Assignment: Among the entries below, find each line with "Ranney" and show it.

[Collected data entries]
╭──
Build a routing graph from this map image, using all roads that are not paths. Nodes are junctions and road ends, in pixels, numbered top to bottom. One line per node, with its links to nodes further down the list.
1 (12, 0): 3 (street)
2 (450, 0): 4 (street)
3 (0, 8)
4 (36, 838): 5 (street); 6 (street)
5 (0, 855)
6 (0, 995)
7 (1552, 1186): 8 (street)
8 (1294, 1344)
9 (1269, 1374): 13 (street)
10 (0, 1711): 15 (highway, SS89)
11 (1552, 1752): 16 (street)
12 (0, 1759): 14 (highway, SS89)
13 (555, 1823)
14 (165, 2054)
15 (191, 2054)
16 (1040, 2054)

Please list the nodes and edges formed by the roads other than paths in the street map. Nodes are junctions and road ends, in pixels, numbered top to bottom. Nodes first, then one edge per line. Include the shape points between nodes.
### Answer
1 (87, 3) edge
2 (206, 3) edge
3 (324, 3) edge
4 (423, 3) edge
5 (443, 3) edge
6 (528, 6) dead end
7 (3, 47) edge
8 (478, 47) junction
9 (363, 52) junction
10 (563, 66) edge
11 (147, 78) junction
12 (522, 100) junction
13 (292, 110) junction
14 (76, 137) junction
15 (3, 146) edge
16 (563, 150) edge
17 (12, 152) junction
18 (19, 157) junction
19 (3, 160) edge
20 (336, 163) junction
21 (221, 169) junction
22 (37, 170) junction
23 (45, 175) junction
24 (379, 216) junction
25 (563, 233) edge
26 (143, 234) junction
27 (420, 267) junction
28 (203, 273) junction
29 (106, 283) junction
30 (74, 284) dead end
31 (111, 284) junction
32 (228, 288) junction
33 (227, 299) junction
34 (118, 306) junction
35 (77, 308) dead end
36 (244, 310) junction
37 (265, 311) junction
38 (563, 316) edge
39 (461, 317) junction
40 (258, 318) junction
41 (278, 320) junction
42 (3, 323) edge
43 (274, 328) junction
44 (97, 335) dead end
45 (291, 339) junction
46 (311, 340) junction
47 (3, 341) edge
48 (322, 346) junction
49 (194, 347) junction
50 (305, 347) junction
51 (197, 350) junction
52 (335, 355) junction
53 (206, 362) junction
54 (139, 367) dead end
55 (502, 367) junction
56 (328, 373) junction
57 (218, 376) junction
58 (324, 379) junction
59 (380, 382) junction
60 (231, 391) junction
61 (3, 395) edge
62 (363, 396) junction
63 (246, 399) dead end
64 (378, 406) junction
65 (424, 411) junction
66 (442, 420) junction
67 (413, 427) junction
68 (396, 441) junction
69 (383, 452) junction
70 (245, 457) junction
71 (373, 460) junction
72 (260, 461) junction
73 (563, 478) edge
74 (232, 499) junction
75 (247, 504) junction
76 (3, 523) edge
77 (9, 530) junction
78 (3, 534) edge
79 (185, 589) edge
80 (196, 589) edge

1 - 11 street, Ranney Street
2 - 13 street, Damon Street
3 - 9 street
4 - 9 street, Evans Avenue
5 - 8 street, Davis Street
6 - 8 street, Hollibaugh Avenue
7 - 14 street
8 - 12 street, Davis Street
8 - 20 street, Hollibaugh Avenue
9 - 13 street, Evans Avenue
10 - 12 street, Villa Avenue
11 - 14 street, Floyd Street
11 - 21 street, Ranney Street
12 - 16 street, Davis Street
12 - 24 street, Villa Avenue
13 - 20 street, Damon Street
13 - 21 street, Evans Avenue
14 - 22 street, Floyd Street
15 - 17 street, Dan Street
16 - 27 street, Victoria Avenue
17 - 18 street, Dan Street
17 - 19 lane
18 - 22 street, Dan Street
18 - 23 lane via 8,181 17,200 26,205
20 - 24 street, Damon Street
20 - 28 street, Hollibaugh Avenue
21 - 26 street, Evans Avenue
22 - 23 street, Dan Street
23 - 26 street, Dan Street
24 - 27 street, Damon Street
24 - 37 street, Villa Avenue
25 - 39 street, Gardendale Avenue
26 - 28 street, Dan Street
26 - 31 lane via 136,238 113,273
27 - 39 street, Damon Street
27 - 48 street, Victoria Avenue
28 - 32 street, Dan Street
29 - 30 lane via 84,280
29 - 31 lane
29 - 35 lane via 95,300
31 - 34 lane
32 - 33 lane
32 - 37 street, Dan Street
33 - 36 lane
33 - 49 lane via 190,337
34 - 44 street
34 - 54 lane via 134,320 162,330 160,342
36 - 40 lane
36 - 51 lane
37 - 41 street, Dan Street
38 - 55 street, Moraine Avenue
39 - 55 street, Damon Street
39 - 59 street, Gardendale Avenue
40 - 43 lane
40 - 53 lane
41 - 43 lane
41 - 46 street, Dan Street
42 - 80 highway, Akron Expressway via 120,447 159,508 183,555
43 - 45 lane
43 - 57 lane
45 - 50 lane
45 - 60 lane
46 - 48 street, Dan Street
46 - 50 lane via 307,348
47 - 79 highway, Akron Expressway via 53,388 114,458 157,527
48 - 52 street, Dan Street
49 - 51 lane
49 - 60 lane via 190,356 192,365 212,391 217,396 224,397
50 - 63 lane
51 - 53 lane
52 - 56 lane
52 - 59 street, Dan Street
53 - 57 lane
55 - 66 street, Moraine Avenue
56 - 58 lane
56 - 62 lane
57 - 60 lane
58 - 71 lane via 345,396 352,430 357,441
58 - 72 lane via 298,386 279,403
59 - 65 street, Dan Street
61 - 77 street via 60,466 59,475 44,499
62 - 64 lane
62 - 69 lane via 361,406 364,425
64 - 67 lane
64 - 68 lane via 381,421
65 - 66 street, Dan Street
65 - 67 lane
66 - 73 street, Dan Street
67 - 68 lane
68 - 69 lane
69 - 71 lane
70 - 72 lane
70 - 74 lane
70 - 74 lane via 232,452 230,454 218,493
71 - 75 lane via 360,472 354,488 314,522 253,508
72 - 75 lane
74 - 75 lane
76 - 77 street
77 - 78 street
╰──
Exercise result:
1 - 11 street, Ranney Street
11 - 21 street, Ranney Street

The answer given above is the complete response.